[Opening Data provided section]

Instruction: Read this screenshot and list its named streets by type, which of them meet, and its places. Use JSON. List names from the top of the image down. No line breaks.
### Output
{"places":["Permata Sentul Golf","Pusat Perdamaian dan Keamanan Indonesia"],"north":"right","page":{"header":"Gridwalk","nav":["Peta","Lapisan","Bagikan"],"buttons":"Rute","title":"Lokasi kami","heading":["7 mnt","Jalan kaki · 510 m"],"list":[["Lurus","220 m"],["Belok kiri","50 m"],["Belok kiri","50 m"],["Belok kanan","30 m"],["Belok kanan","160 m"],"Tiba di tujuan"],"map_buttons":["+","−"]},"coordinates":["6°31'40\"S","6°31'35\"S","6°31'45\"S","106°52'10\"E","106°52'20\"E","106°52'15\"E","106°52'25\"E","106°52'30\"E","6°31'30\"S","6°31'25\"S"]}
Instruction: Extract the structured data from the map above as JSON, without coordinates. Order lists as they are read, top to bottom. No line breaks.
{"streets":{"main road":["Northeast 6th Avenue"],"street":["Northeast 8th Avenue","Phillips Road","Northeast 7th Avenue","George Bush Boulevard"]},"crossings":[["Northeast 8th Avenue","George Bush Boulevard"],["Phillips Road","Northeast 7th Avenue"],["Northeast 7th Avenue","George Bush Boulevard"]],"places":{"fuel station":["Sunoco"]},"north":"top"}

[Closing Data provided section]

[What the exercise asks] Repeat each record verbatim.

[Answer to this problem]
Instruction: Read this screenshot and list its named streets by type, which of them meet, and its places. Use JSON. List names from the top of the image down. No line breaks.
### Output
{"places":["Permata Sentul Golf","Pusat Perdamaian dan Keamanan Indonesia"],"north":"right","page":{"header":"Gridwalk","nav":["Peta","Lapisan","Bagikan"],"buttons":"Rute","title":"Lokasi kami","heading":["7 mnt","Jalan kaki · 510 m"],"list":[["Lurus","220 m"],["Belok kiri","50 m"],["Belok kiri","50 m"],["Belok kanan","30 m"],["Belok kanan","160 m"],"Tiba di tujuan"],"map_buttons":["+","−"]},"coordinates":["6°31'40\"S","6°31'35\"S","6°31'45\"S","106°52'10\"E","106°52'20\"E","106°52'15\"E","106°52'25\"E","106°52'30\"E","6°31'30\"S","6°31'25\"S"]}
Instruction: Extract the structured data from the map above as JSON, without coordinates. Order lists as they are read, top to bottom. No line breaks.
{"streets":{"main road":["Northeast 6th Avenue"],"street":["Northeast 8th Avenue","Phillips Road","Northeast 7th Avenue","George Bush Boulevard"]},"crossings":[["Northeast 8th Avenue","George Bush Boulevard"],["Phillips Road","Northeast 7th Avenue"],["Northeast 7th Avenue","George Bush Boulevard"]],"places":{"fuel station":["Sunoco"]},"north":"top"}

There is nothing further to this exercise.